With regard to religious events, I take an ethnographic approach and just report what the texts say. I was trained at Northwestern in the phenomenology of religion. As a historian, I make no metaphysical judgments in this book.
Oh, I think some of my conclusions were anticipated by Fred Donner at the University of Chicago, for instance. Obviously, there are many other academics in the field who will find this book a departure. I should stress that although it is grounded in a mass of academic scholarship on the Qur’an, it presents an original take and will stir some debate./
TriceraTiger
While the major divisions within Christianity are usually theological (usually relating to some disagreement over Christology), the divisions within Islam tend to be much more openly political. Are there any historical reasons for this to be the case?
Juan Cole:
Some of the divisions in Islam are theological, too. But my book is treating the very earliest period. There were divisions, but it is hard to estimate their character. The Qur’an warns against faction-fighting, suggesting some were tribal. A faction it calls the Hypocrites seem to have been like cafeteria Catholics. They accepted the Qur’an but thought it was all right to differ with Muhammad over tactics and policy (whether to go outside Medina to make a stand and defend it, or whether to stay inside and defend from marshes and badlands, e.g.). It strikes me as all murky and remarkably little rigorous study has been done of the earliest Muslim divisions./
lcnielsen
Do you think there was a dramatic change in the attitude toward the use of military might among Muslim leaders in the early caliphates following Muhammad’s death? At what point?
Juan Cole
Yes, absolutely. I make this point explicitly in my conclusion. The Qur’an depicts Muhammad as constantly seeking mediation of conflict and only reluctantly fighting 4 small battles when attacked, but forbidding aggressive, expansionist warfare. Even later Abbasid accounts, which militarized the Prophet, admit that cities in the Hejaz– Medina, Mecca, Aden, Sana’a, Najran and Taif all threw in with Muhammad and his message rather than being conquered. They do try to turn the procession to Mecca in Jan. 630 into something military, but the Qur’an Chapter of Success (48), which I read as about the acquiescence of Mecca, disputes this, saying there was no fighting. Scholars like David Powers have questioned the story of the supposed Mu’ta campaign up to Transjordan. If we depend mainly on the Qur’an, there is no warrant for a Muslim conquest state. But one grew up in the era of the commanders of the faithful who succeeded Muhammad, anyway./
cleantoe
Objectively and honestly, what are the criticisms of your conclusion, and how would you respond to them?
Juan Cole
The book just came out today, so I don’t have any criticisms to hand yet.

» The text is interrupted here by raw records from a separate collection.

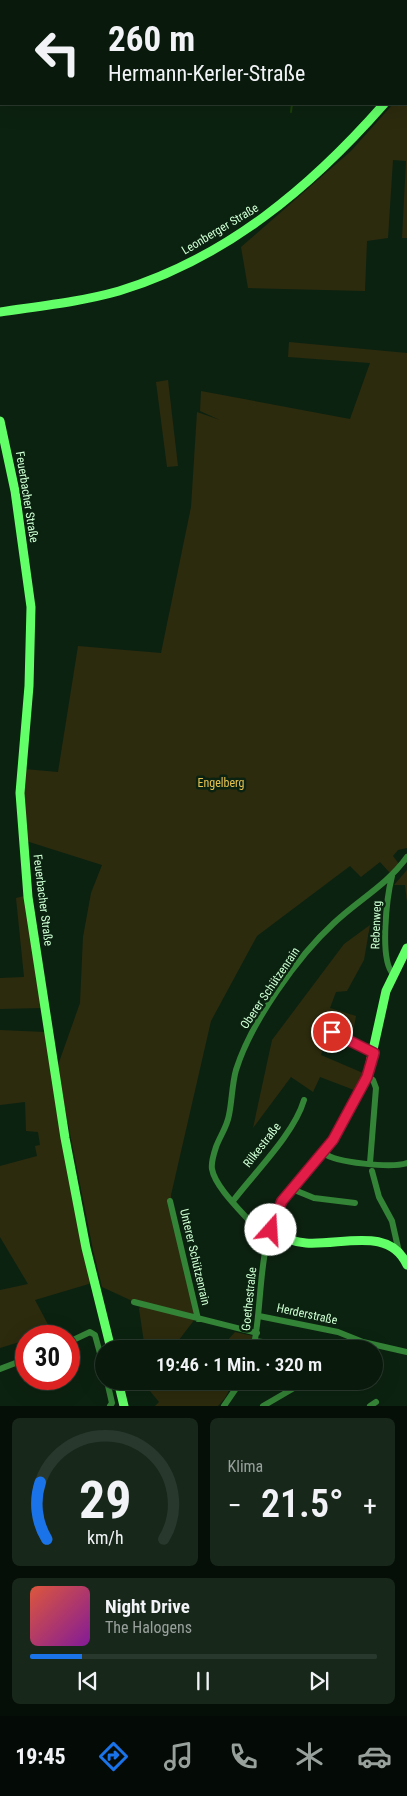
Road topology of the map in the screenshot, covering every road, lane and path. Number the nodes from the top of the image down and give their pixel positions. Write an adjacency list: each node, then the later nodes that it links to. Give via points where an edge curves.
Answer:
1 (383, 105): 2 (main road, Leonberger Straße, via 345,147 296,192 244,232 204,256 160,276 109,293)
2 (0, 312)
3 (0, 421): 31 (main road, Feuerbacher Straße, via 13,480 31,606 29,686 20,793 28,897 65,1138 86,1248)
4 (407, 857): 5 (street, Oberer Schützenrain)
5 (392, 876): 7 (street, Rebenweg, via 386,952 387,964); 18 (street, Oberer Schützenrain, via 335,921 314,943 271,1002 243,1052 235,1073 228,1120 216,1147 212,1167 214,1177)
6 (407, 948): 7 (main road)
7 (393, 974): 9 (main road, via 386,992)
8 (316, 1025): 9 (street)
9 (374, 1053): 10 (main road)
10 (367, 1077): 12 (main road); 13 (street, via 373,1080 376,1088)
11 (304, 1100): 18 (street, Rilkestraße, via 291,1126)
12 (324, 1153): 13 (street, via 334,1159); 16 (main road)
13 (370, 1163): 14 (street, via 397,1166)
14 (407, 1163)
15 (372, 1170): 22 (street, via 379,1197 392,1221)
16 (292, 1189): 19 (street, via 314,1198); 20 (main road, via 276,1212)
17 (170, 1201): 26 (street, Unterer Schützenrain)
18 (233, 1201): 21 (street, Oberer Schützenrain, via 260,1232)
19 (354, 1203)
20 (275, 1224): 21 (street, Goethestraße); 22 (main road, via 280,1234 294,1242 378,1242)
21 (269, 1233): 25 (street, Goethestraße)
22 (399, 1252): 23 (main road)
23 (407, 1264)
24 (134, 1302): 26 (street, Unterer Schützenrain)
25 (259, 1316): 27 (street, Goethestraße); 29 (street, Herderstraße, via 338,1332)
26 (198, 1318): 27 (street, Unterer Schützenrain)
27 (257, 1332): 32 (street, Goethestraße)
28 (80, 1337): 30 (street, via 90,1332)
29 (353, 1339): 33 (street, Herderstraße)
30 (96, 1340)
31 (109, 1340)
32 (255, 1340)
33 (407, 1352)
34 (15, 1363): 35 (street)
35 (0, 1369)
36 (109, 1390): 41 (street)
37 (120, 1390): 42 (main road)
38 (235, 1390): 43 (street)
39 (291, 1390): 44 (street)
40 (376, 1402): 45 (street)
41 (110, 1406)
42 (124, 1406)
43 (224, 1406)
44 (263, 1406)
45 (370, 1406)

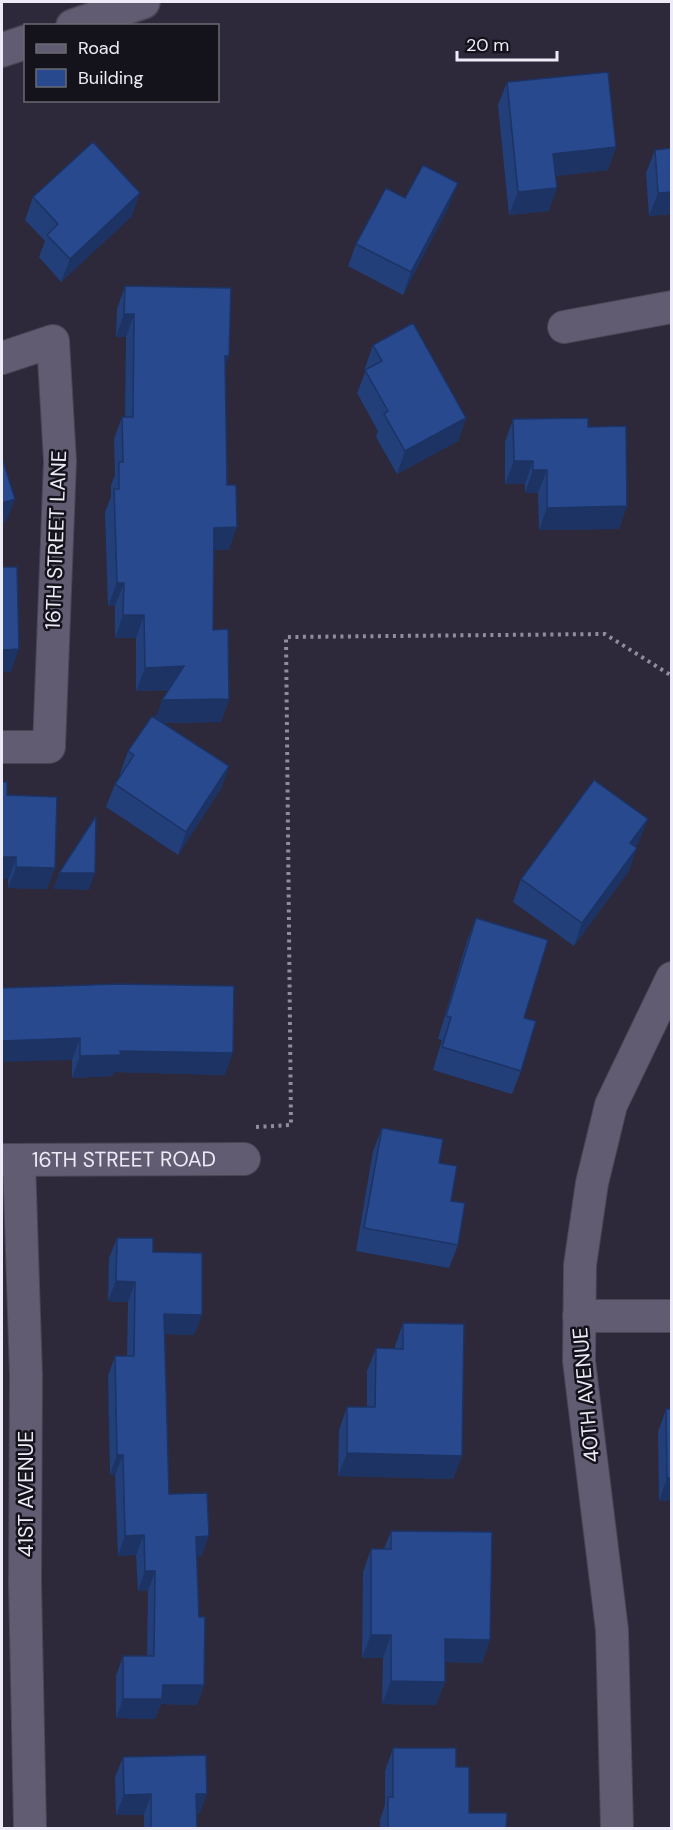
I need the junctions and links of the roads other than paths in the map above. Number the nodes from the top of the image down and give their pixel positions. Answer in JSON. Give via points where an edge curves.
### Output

Just anticipating, I would guess that the Revisionists in Islamics will complain that I accept too much of the classical Muslim tradition, which isn’t written down until 130-300 years after Muhammad’s death. But if they follow the citations they’ll see that most of the book is based on the Qur’an, which I think it is now established is early seventh century. Muslim traditionalists may object that the book cites almost no hadith and disregards much of the sira or biographical literature (i.e. will have the opposite objection of the Revisionists)./
Estelindis
Among many ordinary people, Islam has the reputation of a religion of conquest, especially in its early centuries. Why would you say that is? Would you like to make any other comment on this reputation? Thank you.
Juan Cole:
Well part of it is ethnocentrism. Constantine the Great became Christian in 312, and gradually he and his successors made the Roman Empire into a Christian empire. It was a conquest state and sought to expand its territory in the Balkans, Europe, Asia Minor, Armenia, Azerbaijan, Mesopotamia, etc. This muscular Christianity was actively supported by St. Augustine. But people of Christian European heritage don’t see Christianity as a religion of conquest. The early Muslim state did go out and take over the Near East and Iran, but I argue that the commanders of the faithful and later rulers just put Islam to the same sort of purposes as Constantine and his successors had put Christianity. I don’t think Jesus would have approved of many Christian Roman policies, and I don’t think Muhammad would have approved of some of what his successors did, either./
Estelindis
Thank you.
UnrulyRulersRule
Since you’ve dug into a variety of early sources, have you found anything interesting about the Shia/Sunni divide with the Saqifah event which might not be covered by modern layman’s English sources? Perhaps some context or observations? Thanks!
Juan Cole
I mainly use the Qur’an and try to avoid the later sources, and my book ends in 632, so issues in the succession to the Prophet Muhammad really don’t come up, though I advert to them in the conclusion. We historians don’t think there were Sunnis or Shiites in the early period and hold that those traditions were constructed over centuries./
UnrulyRulersRule
Thanks for your response. I knew the question was a little off topic, so your answer is plenty satisfactory. It makes sense that those eventual divisions were not immediate, despite tracing their roots to a very early event, rather building over centuries, somewhat like the Catholic/Orthodox schism in Christianity. Thanks again.
Elm11
Hi Prof. Cole, thank you for being here!
The last two years have obviously been a tumultuous time for western governmental and societal relations with Islam and Islamic countries. From a historiographical standpoint, has the post-2016 political environment presented challenges to your field or your research?
Juan Cole:
As a professional historian, I wouldn’t want anyone to think that I wrote this book with foregone conclusions or primarily to try to intervene in our contemporary political struggles. I’ve been thinking about this work for a very long time (I studied the Qur’an academically at the American University in Cairo 1976-78). But I am glad that I came to the conclusions that I did, since I do think they will be helpful to people in thinking about Islam, or at least Islamic origins, given what else is going on in the world, and might be at least some counter to the hate literature about Islam that dominates the bestseller lists.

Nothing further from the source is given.